Data in this exercise:
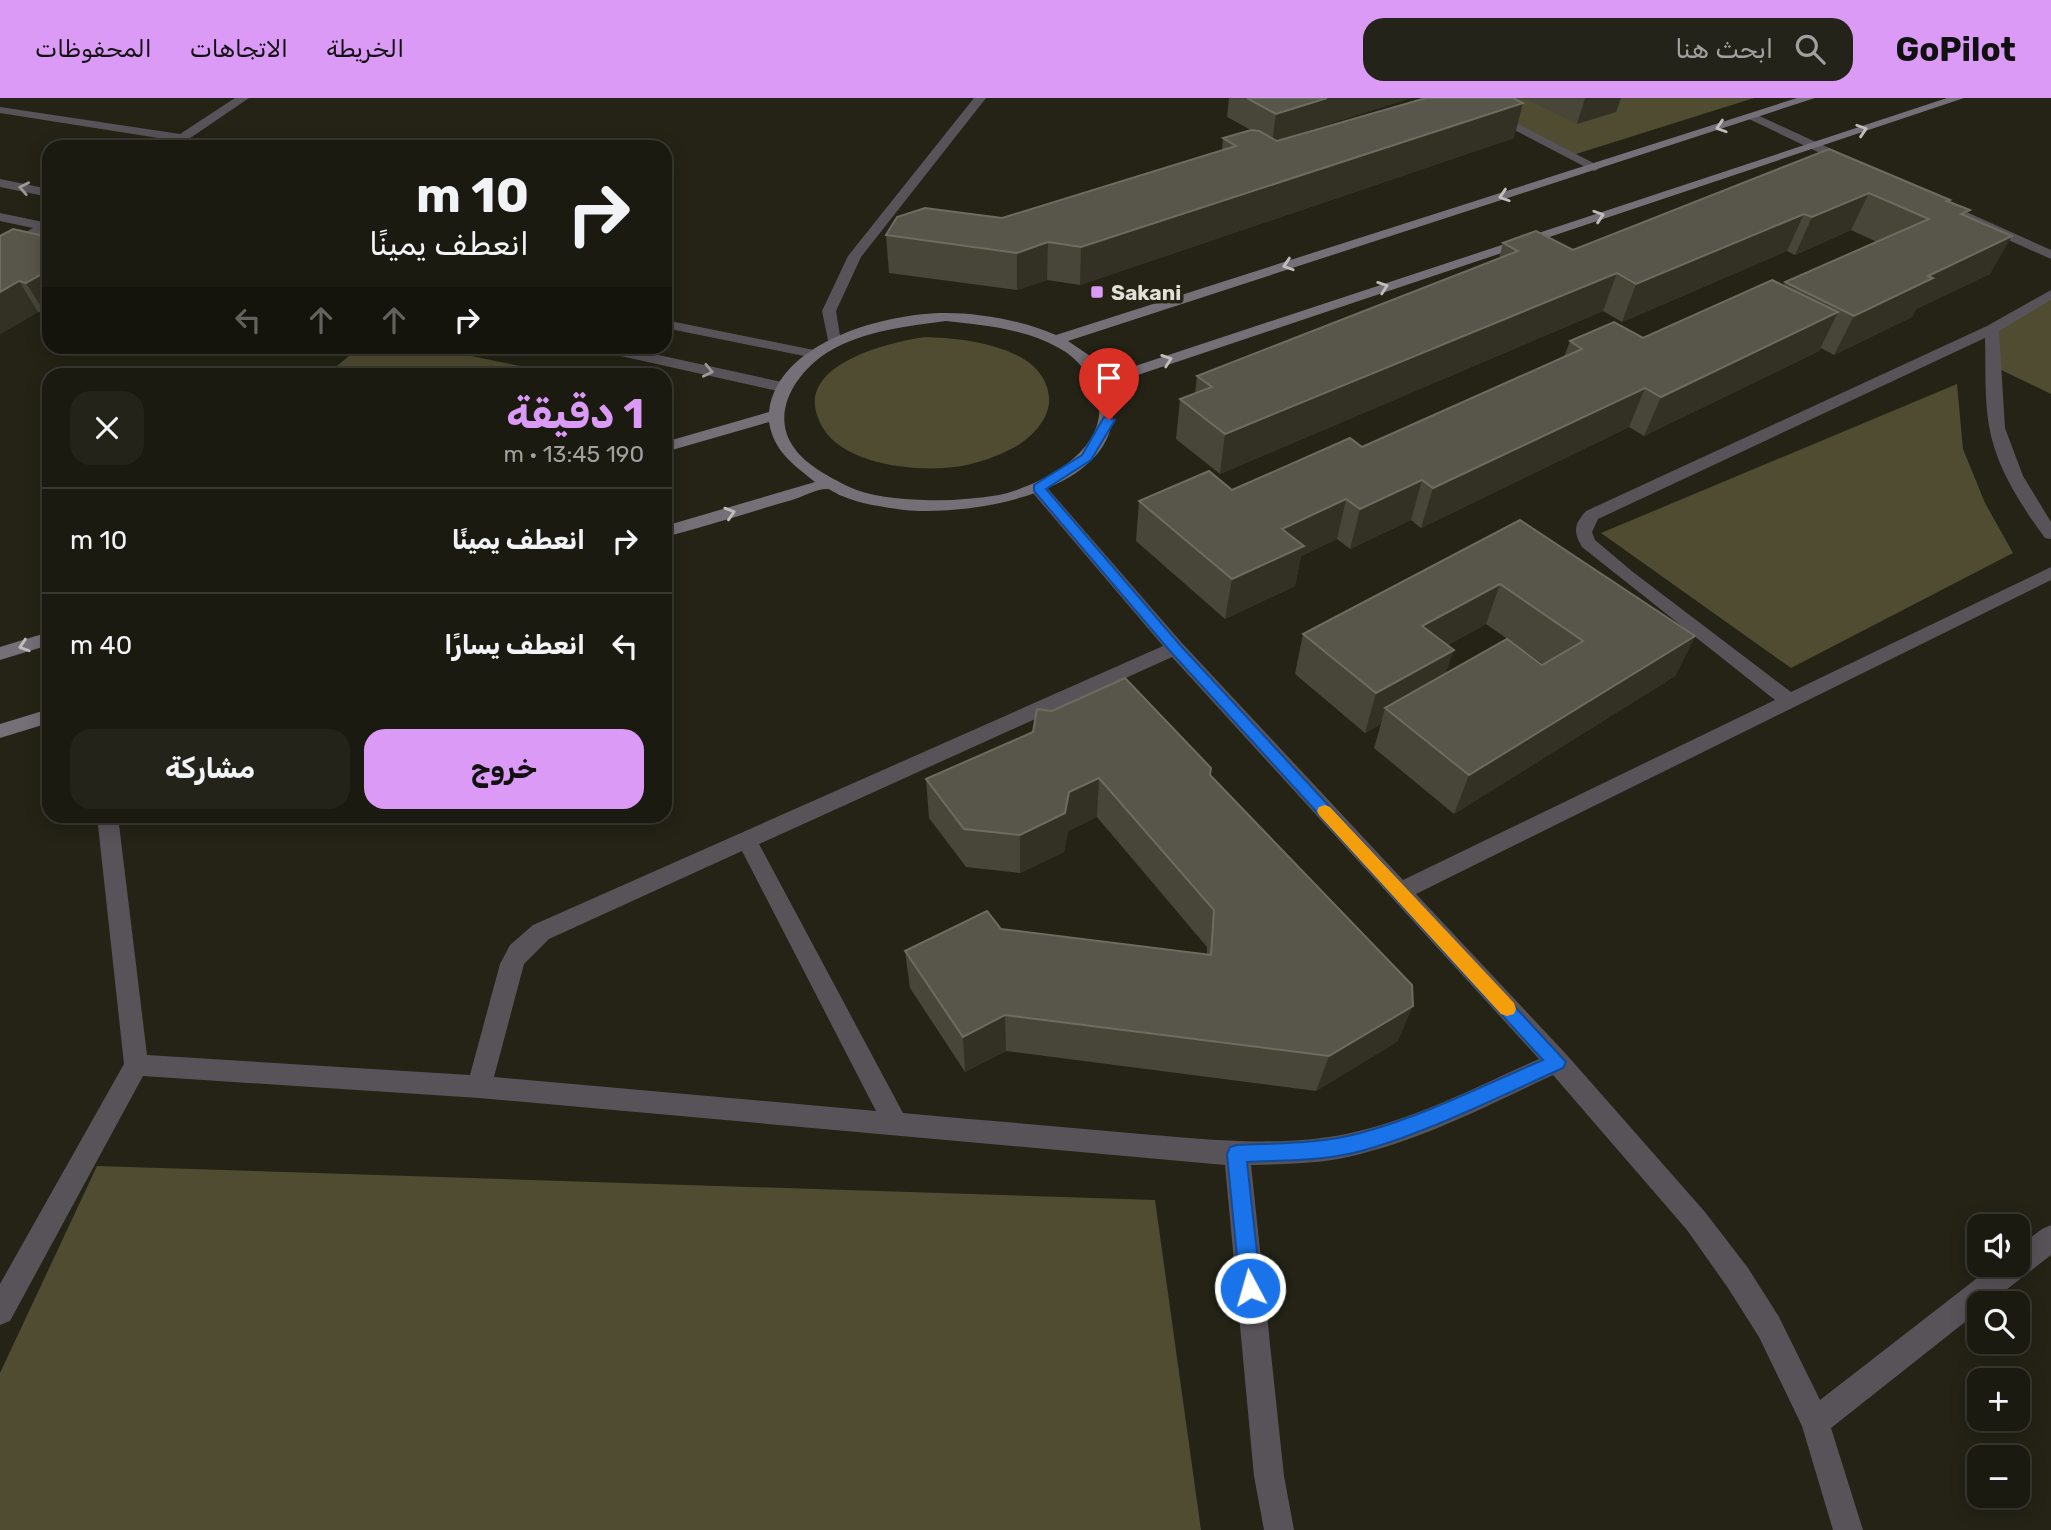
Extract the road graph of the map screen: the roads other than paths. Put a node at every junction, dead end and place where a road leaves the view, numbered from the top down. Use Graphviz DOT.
graph roads {
  1 [pos="243,98"];
  2 [pos="980,98"];
  3 [pos="1460,98"];
  4 [pos="1809,98"];
  5 [pos="1958,98"];
  6 [pos="0,110"];
  7 [pos="1752,117"];
  8 [pos="181,138"];
  9 [pos="178,140"];
  10 [pos="1814,145"];
  11 [pos="1595,167"];
  12 [pos="1861,167"];
  13 [pos="0,183"];
  14 [pos="42,192"];
  15 [pos="1931,200"];
  16 [pos="0,217"];
  17 [pos="42,224"];
  18 [pos="42,228"];
  19 [pos="0,253"];
  20 [pos="2051,255"];
  21 [pos="2051,294"];
  22 [pos="672,325"];
  23 [pos="1992,329"];
  24 [pos="1056,340"];
  25 [pos="834,342"];
  26 [pos="631,354"];
  27 [pos="814,354"];
  28 [pos="1103,382"];
  29 [pos="782,387"];
  30 [pos="775,415"];
  31 [pos="672,445"];
  32 [pos="827,484"];
  33 [pos="1038,488"];
  34 [pos="672,530"];
  35 [pos="2051,534"];
  36 [pos="2051,573"];
  37 [pos="42,640"];
  38 [pos="1175,648"];
  39 [pos="0,654"];
  40 [pos="1790,701"];
  41 [pos="42,718"];
  42 [pos="0,731"];
  43 [pos="108,823"];
  44 [pos="747,841"];
  45 [pos="1399,892"];
  46 [pos="1557,1062"];
  47 [pos="136,1065"];
  48 [pos="479,1087"];
  49 [pos="895,1122"];
  50 [pos="1237,1154"];
  51 [pos="2051,1238"];
  52 [pos="2030,1255"];
  53 [pos="2002,1277"];
  54 [pos="0,1311"];
  55 [pos="1815,1422"];
  56 [pos="1279,1530"];
  57 [pos="1847,1530"];
  1 -- 8 [label="street"];
  2 -- 25 [label="street"];
  3 -- 11 [label="street"];
  4 -- 7 [label="street"];
  10 -- 5 [label="street, one-way"];
  6 -- 8 [label="street"];
  7 -- 10 [label="street"];
  7 -- 11 [label="street, one-way"];
  8 -- 9 [label="street"];
  10 -- 12 [label="street"];
  28 -- 10 [label="street, one-way"];
  11 -- 24 [label="street, one-way"];
  14 -- 13 [label="street, one-way"];
  15 -- 20 [label="street"];
  16 -- 17 [label="street"];
  18 -- 19 [label="street"];
  21 -- 23 [label="street"];
  22 -- 27 [label="street"];
  23 -- 35 [label="street"];
  23 -- 40 [label="street"];
  24 -- 25 [label="street"];
  24 -- 28 [label="street"];
  25 -- 27 [label="street"];
  26 -- 29 [label="street, one-way"];
  27 -- 29 [label="street"];
  28 -- 33 [label="street"];
  29 -- 30 [label="street"];
  30 -- 31 [label="street"];
  30 -- 32 [label="street"];
  32 -- 33 [label="street"];
  34 -- 32 [label="street, one-way"];
  33 -- 38 [label="street"];
  36 -- 40 [label="street"];
  37 -- 39 [label="street, one-way"];
  38 -- 44 [label="street"];
  38 -- 45 [label="street"];
  40 -- 45 [label="street"];
  41 -- 42 [label="street"];
  43 -- 47 [label="street"];
  44 -- 48 [label="street"];
  44 -- 49 [label="street"];
  45 -- 46 [label="street"];
  46 -- 50 [label="street"];
  46 -- 55 [label="street"];
  47 -- 48 [label="street"];
  47 -- 54 [label="street"];
  48 -- 49 [label="street"];
  49 -- 50 [label="street"];
  50 -- 56 [label="street"];
  51 -- 52 [label="street"];
  53 -- 55 [label="street"];
  55 -- 57 [label="street"];
}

What the task requires:
Except for the pictures, set down each line of the records exactly as it appears.

Exercise response:
Extract the road graph of the map screen: the roads other than paths. Put a node at every junction, dead end and place where a road leaves the view, numbered from the top down. Use Graphviz DOT.
graph roads {
  1 [pos="243,98"];
  2 [pos="980,98"];
  3 [pos="1460,98"];
  4 [pos="1809,98"];
  5 [pos="1958,98"];
  6 [pos="0,110"];
  7 [pos="1752,117"];
  8 [pos="181,138"];
  9 [pos="178,140"];
  10 [pos="1814,145"];
  11 [pos="1595,167"];
  12 [pos="1861,167"];
  13 [pos="0,183"];
  14 [pos="42,192"];
  15 [pos="1931,200"];
  16 [pos="0,217"];
  17 [pos="42,224"];
  18 [pos="42,228"];
  19 [pos="0,253"];
  20 [pos="2051,255"];
  21 [pos="2051,294"];
  22 [pos="672,325"];
  23 [pos="1992,329"];
  24 [pos="1056,340"];
  25 [pos="834,342"];
  26 [pos="631,354"];
  27 [pos="814,354"];
  28 [pos="1103,382"];
  29 [pos="782,387"];
  30 [pos="775,415"];
  31 [pos="672,445"];
  32 [pos="827,484"];
  33 [pos="1038,488"];
  34 [pos="672,530"];
  35 [pos="2051,534"];
  36 [pos="2051,573"];
  37 [pos="42,640"];
  38 [pos="1175,648"];
  39 [pos="0,654"];
  40 [pos="1790,701"];
  41 [pos="42,718"];
  42 [pos="0,731"];
  43 [pos="108,823"];
  44 [pos="747,841"];
  45 [pos="1399,892"];
  46 [pos="1557,1062"];
  47 [pos="136,1065"];
  48 [pos="479,1087"];
  49 [pos="895,1122"];
  50 [pos="1237,1154"];
  51 [pos="2051,1238"];
  52 [pos="2030,1255"];
  53 [pos="2002,1277"];
  54 [pos="0,1311"];
  55 [pos="1815,1422"];
  56 [pos="1279,1530"];
  57 [pos="1847,1530"];
  1 -- 8 [label="street"];
  2 -- 25 [label="street"];
  3 -- 11 [label="street"];
  4 -- 7 [label="street"];
  10 -- 5 [label="street, one-way"];
  6 -- 8 [label="street"];
  7 -- 10 [label="street"];
  7 -- 11 [label="street, one-way"];
  8 -- 9 [label="street"];
  10 -- 12 [label="street"];
  28 -- 10 [label="street, one-way"];
  11 -- 24 [label="street, one-way"];
  14 -- 13 [label="street, one-way"];
  15 -- 20 [label="street"];
  16 -- 17 [label="street"];
  18 -- 19 [label="street"];
  21 -- 23 [label="street"];
  22 -- 27 [label="street"];
  23 -- 35 [label="street"];
  23 -- 40 [label="street"];
  24 -- 25 [label="street"];
  24 -- 28 [label="street"];
  25 -- 27 [label="street"];
  26 -- 29 [label="street, one-way"];
  27 -- 29 [label="street"];
  28 -- 33 [label="street"];
  29 -- 30 [label="street"];
  30 -- 31 [label="street"];
  30 -- 32 [label="street"];
  32 -- 33 [label="street"];
  34 -- 32 [label="street, one-way"];
  33 -- 38 [label="street"];
  36 -- 40 [label="street"];
  37 -- 39 [label="street, one-way"];
  38 -- 44 [label="street"];
  38 -- 45 [label="street"];
  40 -- 45 [label="street"];
  41 -- 42 [label="street"];
  43 -- 47 [label="street"];
  44 -- 48 [label="street"];
  44 -- 49 [label="street"];
  45 -- 46 [label="street"];
  46 -- 50 [label="street"];
  46 -- 55 [label="street"];
  47 -- 48 [label="street"];
  47 -- 54 [label="street"];
  48 -- 49 [label="street"];
  49 -- 50 [label="street"];
  50 -- 56 [label="street"];
  51 -- 52 [label="street"];
  53 -- 55 [label="street"];
  55 -- 57 [label="street"];
}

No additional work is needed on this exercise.